I tasked my students in my Body in American Culture course with examining their thoughts about the body, beauty ideals and body image. The basic guidelines for this Body Genogram are as follows:
Connect your early life experiences with your current understanding of your body and beauty in general. How do they or do they not impact you today? Throughout the paper, ask yourself, “How did my culture, religion, socioeconomic background, race, ethnicity, friends and family affect my own views? How do these factors impact my current attitudes about my body and beauty ideals? What role, if any, did television, magazines, advertisements and social media play in influencing my views?” Your genogram will be graded on a pass/fail basis.
It’s ironic that I’m reading my students’ genograms today of all days. On September 21, 2010, I walked into my oncologist’s office. I was scheduled to begin treatment for breast cancer with a “lighter” form of chemotherapy and only had a 15% of losing my hair.
Once inside my doctor’s office, though, I learned that was no longer the plan. I needed a stronger chemotherapy cocktail because I had an aggressive strain of HER2 positive breast cancer. My hair would likely be all gone by mid-October.

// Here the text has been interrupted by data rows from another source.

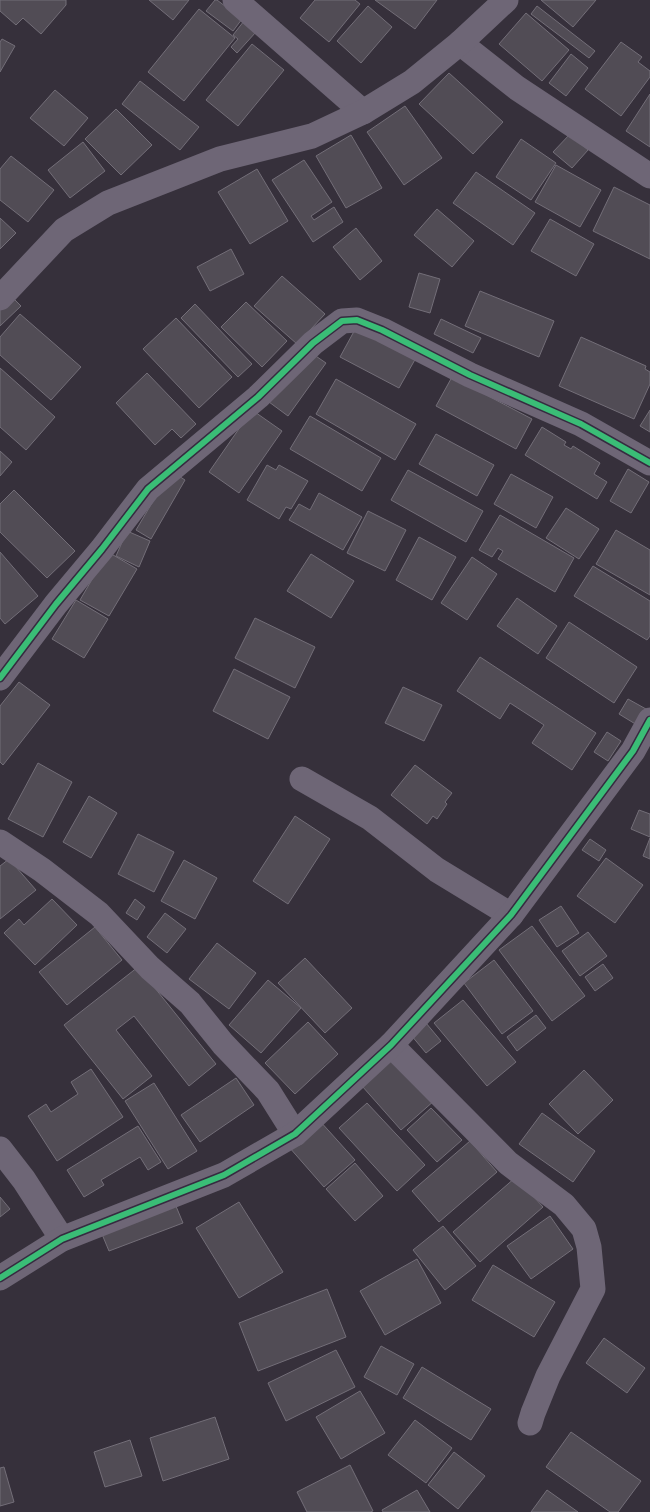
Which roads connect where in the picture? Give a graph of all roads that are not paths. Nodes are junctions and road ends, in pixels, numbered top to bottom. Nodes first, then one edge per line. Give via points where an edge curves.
1 (235, 0) edge
2 (506, 0) edge
3 (460, 43) junction
4 (363, 112) junction
5 (650, 176) edge
6 (0, 298) edge
7 (650, 463) edge
8 (0, 678) edge
9 (650, 720) edge
10 (302, 779) dead end
11 (0, 842) edge
12 (511, 915) junction
13 (391, 1045) junction
14 (295, 1134) junction
15 (0, 1149) edge
16 (62, 1239) junction
17 (0, 1278) edge
18 (530, 1423) dead end

1 - 4 street
2 - 3 street
3 - 4 street via 412,82
3 - 5 street via 517,88
4 - 6 street via 312,136 220,159 108,203 64,230
7 - 8 street via 581,424 470,375 382,330 357,320 342,320 313,343 258,397 148,489
9 - 12 street via 633,752
10 - 12 street via 370,818 437,870
11 - 14 street via 99,914 150,968 190,1003 222,1044 268,1091
12 - 13 street
13 - 14 street
13 - 18 street via 508,1163 564,1205 584,1229 593,1289 548,1376
14 - 16 street via 224,1175
15 - 16 street
16 - 17 street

I knew that losing my hair would change me, but I wasn’t prepared for just how much. I also had no way of knowing then how poorly my body would react to chemotherapy. Steroids caused me to gain 23 pounds and develop insomnia and an eye twitch. I forgot conversations and plans. My migraines increased to three times a week. And, after hemorrhaging following my second round of chemo, I was thrown into menopause.
Four years later, my hair has grown back, and although my weight isn’t what I would like, it’s in a healthy range. I’m also proud of all that my body has done from the minute (being able to walk three miles a day) to the miraculous (getting pregnant and giving birth to Roya despite being post-menopausal).
Nonetheless, I’m not the same woman that I was four years ago. I was diagnosed with breast cancer at a time in my life when my body looked its best. My metabolism was stable, and the age of 37, I was able to eat what I wanted, rarely exercise beyond walking and physical therapy, and not worry about the scale moving. (After suffering from an eating disorder in my late teens-early 20s, I was in a much-improved place emotionally and physically.) I looked in the mirror and felt attractive. My priorities at the time were my blog, increasing my experience as a sex educator, charity and social events, and boys. I also was considering taking a local modeling agent up on her offer to book me and had met with an adoption agency to begin the lengthy process to adopt a little girl.
I had waited to submit my adoption application and to schedule the meeting with the agent until after I had my mammogram. The mammogram led to biopsies which in turn led to a diagnosis. My plans to adopt and my chance to do some local modeling were put on hold. Four years later, I doubt that I’ll adopt now and I objectively wouldn’t have a shot at modeling. I look at the photograph above, and I’m no longer that girl anymore.
Most days, I relish the roles I now play and the directions that my life took. I love being a professor, an advocate, and a partner. And, I don’t doubt for a second that God had a plan for me to be Roya’s mom. Cancer forced me to reprioritize my life, my views on women’s bodies in general and my body in particular, and my relationships. That was all meant to happen.
However, there are times like today when I can’t help but wonder, “What if?” Where would my life have taken me if I hadn’t gotten cancer? How would I feel about my body, if I had never gone through chemotherapy and a double mastectomy? What would it be like to watch a movie or read a magazine and not be so uncomfortable with how women are portrayed, and their bodies sexualized and commodified? Will there be a September 21st in the future when I don’t question these things?
I’m left with more questions than answers, but that’s my reality. I’m beyond thankful to be cancer free, but my life isn’t free of cancer.
What factor or experience has played an influential role in your views about your body and beauty ideals?